What is needed
Where the string "lane" occurs in a line of the data below, that line should be copied.

Data provided

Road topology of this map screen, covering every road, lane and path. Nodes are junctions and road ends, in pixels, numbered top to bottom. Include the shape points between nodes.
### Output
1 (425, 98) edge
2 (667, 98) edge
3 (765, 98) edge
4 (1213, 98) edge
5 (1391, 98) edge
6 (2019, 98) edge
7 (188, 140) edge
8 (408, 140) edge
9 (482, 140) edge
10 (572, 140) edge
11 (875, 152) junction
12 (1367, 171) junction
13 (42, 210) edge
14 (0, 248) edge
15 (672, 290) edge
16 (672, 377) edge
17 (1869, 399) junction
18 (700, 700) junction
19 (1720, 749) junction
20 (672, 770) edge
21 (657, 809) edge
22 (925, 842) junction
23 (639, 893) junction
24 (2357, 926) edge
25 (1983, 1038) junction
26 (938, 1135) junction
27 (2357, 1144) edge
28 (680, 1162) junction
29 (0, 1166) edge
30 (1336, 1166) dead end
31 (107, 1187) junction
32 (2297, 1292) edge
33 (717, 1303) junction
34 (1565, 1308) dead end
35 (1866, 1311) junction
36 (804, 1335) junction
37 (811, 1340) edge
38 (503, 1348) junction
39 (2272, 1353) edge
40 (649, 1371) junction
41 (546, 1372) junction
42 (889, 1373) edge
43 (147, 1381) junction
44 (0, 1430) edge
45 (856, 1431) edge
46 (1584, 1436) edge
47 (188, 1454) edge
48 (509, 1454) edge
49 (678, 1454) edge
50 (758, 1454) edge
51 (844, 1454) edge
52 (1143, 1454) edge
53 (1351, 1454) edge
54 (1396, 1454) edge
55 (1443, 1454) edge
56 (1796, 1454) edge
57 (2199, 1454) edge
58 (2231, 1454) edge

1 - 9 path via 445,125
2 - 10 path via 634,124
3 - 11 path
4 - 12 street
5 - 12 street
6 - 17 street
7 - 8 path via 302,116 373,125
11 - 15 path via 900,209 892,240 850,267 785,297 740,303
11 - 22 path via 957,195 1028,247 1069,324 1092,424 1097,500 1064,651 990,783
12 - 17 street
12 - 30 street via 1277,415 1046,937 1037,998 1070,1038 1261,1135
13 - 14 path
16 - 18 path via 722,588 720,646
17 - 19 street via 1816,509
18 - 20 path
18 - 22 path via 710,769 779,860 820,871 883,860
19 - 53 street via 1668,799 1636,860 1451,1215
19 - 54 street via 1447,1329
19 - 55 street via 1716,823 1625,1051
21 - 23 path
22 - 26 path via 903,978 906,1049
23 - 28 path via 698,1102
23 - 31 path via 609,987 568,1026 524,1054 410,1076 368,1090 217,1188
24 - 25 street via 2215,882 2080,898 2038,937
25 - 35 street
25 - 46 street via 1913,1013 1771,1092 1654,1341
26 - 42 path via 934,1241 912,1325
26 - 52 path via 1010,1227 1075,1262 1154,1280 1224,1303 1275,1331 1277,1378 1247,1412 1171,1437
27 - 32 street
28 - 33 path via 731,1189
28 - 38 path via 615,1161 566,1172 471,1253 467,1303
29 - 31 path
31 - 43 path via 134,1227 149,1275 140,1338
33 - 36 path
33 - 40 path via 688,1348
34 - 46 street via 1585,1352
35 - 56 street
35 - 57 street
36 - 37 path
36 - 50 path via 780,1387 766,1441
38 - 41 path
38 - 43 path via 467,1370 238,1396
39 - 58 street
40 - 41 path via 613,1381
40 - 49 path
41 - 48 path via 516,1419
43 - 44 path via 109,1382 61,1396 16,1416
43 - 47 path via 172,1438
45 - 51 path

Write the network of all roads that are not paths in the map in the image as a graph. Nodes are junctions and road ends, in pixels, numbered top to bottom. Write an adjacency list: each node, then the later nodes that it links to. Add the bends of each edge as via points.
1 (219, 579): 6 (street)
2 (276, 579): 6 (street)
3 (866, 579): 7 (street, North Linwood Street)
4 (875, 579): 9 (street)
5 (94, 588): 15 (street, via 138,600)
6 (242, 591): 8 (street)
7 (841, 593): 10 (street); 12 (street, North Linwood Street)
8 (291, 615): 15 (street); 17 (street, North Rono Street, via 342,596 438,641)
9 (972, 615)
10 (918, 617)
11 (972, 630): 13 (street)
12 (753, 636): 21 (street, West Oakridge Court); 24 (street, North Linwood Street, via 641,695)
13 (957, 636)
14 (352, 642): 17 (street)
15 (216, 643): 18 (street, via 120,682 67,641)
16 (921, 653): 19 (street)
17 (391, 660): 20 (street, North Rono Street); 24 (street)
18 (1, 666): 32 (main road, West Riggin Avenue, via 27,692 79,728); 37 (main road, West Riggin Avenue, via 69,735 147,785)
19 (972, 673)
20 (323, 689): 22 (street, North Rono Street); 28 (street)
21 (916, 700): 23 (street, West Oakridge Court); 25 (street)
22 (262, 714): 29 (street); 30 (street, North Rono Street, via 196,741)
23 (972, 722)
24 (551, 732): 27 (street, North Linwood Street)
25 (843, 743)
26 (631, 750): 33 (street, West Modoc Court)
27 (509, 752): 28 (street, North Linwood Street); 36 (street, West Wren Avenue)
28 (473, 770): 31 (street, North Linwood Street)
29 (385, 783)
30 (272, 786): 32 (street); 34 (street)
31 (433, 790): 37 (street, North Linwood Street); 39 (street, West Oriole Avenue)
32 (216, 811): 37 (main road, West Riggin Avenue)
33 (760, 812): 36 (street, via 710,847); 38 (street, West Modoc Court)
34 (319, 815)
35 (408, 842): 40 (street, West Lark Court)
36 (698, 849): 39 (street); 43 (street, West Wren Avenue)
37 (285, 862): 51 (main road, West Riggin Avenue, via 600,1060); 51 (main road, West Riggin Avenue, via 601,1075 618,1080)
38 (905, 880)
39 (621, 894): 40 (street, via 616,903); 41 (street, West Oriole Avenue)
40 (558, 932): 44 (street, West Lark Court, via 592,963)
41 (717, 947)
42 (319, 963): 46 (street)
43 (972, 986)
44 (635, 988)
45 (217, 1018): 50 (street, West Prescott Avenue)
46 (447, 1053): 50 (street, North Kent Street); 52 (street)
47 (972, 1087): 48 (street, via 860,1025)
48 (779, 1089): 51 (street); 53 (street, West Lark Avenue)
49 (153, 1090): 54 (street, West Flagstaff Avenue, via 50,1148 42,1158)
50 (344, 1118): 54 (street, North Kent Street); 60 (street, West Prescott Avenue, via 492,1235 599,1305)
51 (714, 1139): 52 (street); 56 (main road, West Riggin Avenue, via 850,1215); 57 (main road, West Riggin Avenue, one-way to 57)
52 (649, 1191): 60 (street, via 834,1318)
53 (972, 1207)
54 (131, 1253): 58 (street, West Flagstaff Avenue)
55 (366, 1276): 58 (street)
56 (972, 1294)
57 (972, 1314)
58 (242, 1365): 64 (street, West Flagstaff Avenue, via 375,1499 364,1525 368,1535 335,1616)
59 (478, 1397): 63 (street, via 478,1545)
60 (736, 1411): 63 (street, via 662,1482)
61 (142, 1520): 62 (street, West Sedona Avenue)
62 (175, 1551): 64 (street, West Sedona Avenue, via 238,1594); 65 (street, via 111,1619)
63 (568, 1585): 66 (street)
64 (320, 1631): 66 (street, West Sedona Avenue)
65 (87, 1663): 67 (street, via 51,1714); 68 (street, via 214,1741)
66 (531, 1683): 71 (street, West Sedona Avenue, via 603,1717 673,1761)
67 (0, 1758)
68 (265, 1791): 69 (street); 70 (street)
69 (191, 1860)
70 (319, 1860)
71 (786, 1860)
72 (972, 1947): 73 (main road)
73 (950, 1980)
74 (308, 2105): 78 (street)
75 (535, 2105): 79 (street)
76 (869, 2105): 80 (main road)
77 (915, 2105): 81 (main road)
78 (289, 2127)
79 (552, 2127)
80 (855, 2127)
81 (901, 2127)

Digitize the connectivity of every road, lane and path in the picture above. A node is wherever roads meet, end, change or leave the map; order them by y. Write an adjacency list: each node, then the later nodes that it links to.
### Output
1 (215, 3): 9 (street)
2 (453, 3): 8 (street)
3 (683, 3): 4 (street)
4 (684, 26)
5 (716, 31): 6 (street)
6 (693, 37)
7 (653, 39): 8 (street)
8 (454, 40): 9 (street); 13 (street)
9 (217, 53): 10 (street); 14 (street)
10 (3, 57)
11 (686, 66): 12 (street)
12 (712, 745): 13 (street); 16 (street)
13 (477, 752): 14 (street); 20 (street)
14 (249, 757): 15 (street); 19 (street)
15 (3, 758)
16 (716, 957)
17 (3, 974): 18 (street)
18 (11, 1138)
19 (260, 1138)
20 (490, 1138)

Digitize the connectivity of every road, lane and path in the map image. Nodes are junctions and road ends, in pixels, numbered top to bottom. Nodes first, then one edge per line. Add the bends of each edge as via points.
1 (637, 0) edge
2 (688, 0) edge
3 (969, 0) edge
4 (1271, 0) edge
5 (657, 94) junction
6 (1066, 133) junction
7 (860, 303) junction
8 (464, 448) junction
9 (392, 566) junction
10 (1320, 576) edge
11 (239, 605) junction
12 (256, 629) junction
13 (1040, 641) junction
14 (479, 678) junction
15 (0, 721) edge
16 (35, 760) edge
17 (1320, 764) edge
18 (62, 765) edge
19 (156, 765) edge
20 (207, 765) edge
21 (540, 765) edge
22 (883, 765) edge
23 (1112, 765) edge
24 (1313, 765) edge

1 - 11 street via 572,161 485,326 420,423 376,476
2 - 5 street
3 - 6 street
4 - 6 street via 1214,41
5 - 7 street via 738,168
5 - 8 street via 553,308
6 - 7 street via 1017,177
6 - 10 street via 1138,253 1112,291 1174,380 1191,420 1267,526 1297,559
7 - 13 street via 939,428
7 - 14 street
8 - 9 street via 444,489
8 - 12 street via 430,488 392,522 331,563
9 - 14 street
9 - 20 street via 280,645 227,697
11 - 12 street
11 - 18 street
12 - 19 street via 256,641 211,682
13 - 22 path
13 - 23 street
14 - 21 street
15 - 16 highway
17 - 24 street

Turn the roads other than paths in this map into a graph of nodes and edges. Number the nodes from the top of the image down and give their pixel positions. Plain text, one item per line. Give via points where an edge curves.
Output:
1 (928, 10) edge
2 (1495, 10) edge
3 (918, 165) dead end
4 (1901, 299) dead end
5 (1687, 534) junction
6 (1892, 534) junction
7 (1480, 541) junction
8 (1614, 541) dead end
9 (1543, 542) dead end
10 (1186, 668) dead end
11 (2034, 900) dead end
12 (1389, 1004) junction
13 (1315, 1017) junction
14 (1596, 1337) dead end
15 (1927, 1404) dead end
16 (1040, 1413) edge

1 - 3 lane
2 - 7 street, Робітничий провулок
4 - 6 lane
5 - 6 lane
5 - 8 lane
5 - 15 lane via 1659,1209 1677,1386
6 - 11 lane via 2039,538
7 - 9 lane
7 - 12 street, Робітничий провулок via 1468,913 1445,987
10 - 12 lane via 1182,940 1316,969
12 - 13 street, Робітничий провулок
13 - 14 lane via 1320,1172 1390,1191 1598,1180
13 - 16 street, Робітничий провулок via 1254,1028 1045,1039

Solution below
Road topology of this map screen, covering every road, lane and path. Nodes are junctions and road ends, in pixels, numbered top to bottom. Include the shape points between nodes.
Digitize the connectivity of every road, lane and path in the picture above. A node is wherever roads meet, end, change or leave the map; order them by y. Write an adjacency list: each node, then the later nodes that it links to.
Digitize the connectivity of every road, lane and path in the map image. Nodes are junctions and road ends, in pixels, numbered top to bottom. Nodes first, then one edge per line. Add the bends of each edge as via points.
1 - 3 lane
4 - 6 lane
5 - 6 lane
5 - 8 lane
5 - 15 lane via 1659,1209 1677,1386
6 - 11 lane via 2039,538
7 - 9 lane
10 - 12 lane via 1182,940 1316,969
13 - 14 lane via 1320,1172 1390,1191 1598,1180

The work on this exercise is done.